* [EXERCISE MATERIAL]:

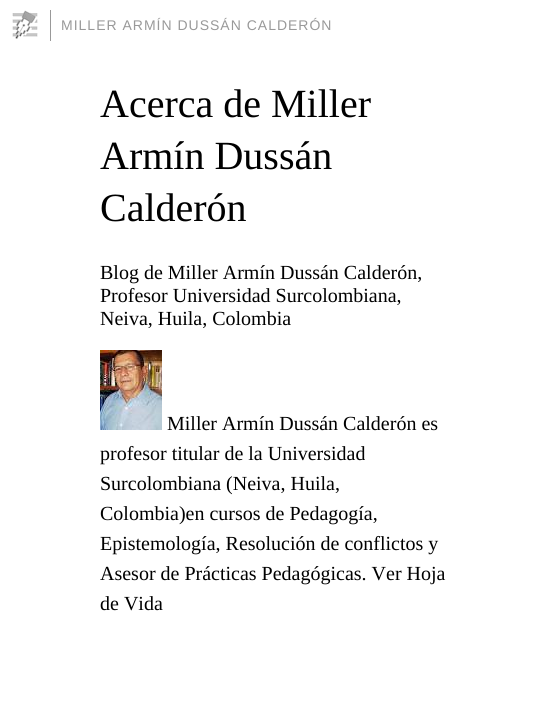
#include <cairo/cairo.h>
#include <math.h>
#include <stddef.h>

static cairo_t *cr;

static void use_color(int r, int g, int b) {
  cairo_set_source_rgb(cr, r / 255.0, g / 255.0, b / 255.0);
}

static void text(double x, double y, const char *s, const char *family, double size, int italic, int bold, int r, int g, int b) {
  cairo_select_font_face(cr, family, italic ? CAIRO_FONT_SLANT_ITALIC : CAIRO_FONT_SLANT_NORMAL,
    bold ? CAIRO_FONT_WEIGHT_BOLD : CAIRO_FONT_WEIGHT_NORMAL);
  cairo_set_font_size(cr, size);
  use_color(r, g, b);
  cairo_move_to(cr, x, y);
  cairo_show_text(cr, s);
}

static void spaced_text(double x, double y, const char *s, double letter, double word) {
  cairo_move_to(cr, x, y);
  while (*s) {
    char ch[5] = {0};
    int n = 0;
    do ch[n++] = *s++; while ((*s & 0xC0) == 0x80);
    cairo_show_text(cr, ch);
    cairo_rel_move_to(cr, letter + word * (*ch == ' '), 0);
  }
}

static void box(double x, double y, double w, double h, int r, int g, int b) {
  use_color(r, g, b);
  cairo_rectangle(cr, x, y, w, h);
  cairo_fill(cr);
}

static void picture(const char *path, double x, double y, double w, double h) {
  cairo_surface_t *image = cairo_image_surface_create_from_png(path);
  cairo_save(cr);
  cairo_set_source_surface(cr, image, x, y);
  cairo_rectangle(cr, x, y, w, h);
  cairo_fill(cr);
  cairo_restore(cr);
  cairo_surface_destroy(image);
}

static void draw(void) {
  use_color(255, 255, 255);
  cairo_paint(cr);
  picture("img_01.png", 12, 10, 26, 29);
  box(50, 10, 1, 31, 153, 153, 153);
  picture("img_02.png", 100, 350, 62, 80);
  cairo_select_font_face(cr, "Liberation Sans", CAIRO_FONT_SLANT_NORMAL, CAIRO_FONT_WEIGHT_NORMAL);
  cairo_set_font_size(cr, 14);
  spaced_text(61, 30, "MILLER ARMÍN DUSSÁN CALDERÓN", 1, 0);
  text(100, 117, "Acerca de Miller", "Liberation Serif", 40, 0, 0, 0, 0, 0);
  text(100, 169, "Armín Dussán", "Liberation Serif", 40, 0, 0, 0, 0, 0);
  text(100, 221, "Calderón", "Liberation Serif", 40, 0, 0, 0, 0, 0);
  text(100, 279, "Blog de Miller Armín Dussán Calderón,", "Liberation Serif", 20, 0, 0, 0, 0, 0);
  text(100, 302, "Profesor Universidad Surcolombiana,", "Liberation Serif", 20, 0, 0, 0, 0, 0);
  text(100, 325, "Neiva, Huila, Colombia", "Liberation Serif", 20, 0, 0, 0, 0, 0);
  text(167, 430, "Miller Armín Dussán Calderón es", "Liberation Serif", 20, 0, 0, 0, 0, 0);
  text(100, 460, "profesor titular de la Universidad", "Liberation Serif", 20, 0, 0, 0, 0, 0);
  text(100, 490, "Surcolombiana (Neiva, Huila,", "Liberation Serif", 20, 0, 0, 0, 0, 0);
  text(100, 520, "Colombia)en cursos de Pedagogía,", "Liberation Serif", 20, 0, 0, 0, 0, 0);
  text(100, 550, "Epistemología, Resolución de conflictos y", "Liberation Serif", 20, 0, 0, 0, 0, 0);
  text(100, 580, "Asesor de Prácticas Pedagógicas. Ver Hoja", "Liberation Serif", 20, 0, 0, 0, 0, 0);
  text(100, 610, "de Vida", "Liberation Serif", 20, 0, 0, 0, 0, 0);
}

int main(void) {
  cairo_surface_t *surface = cairo_image_surface_create(CAIRO_FORMAT_RGB24, 547, 706);
  cr = cairo_create(surface);
  cairo_font_options_t *options = cairo_font_options_create();
  cairo_font_options_set_hint_metrics(options, CAIRO_HINT_METRICS_OFF);
  cairo_font_options_set_hint_style(options, CAIRO_HINT_STYLE_NONE);
  cairo_set_font_options(cr, options);
  cairo_set_miter_limit(cr, 4);
  draw();
  cairo_surface_write_to_png(surface, "out.png");
  cairo_font_options_destroy(options);
  cairo_destroy(cr);
  cairo_surface_destroy(surface);
  return 0;
}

* [EXERCISE]:
Show every line from the entries above in which "bold" appears.

* [TASK ANSWER]:
static void text(double x, double y, const char *s, const char *family, double size, int italic, int bold, int r, int g, int b) {
    bold ? CAIRO_FONT_WEIGHT_BOLD : CAIRO_FONT_WEIGHT_NORMAL);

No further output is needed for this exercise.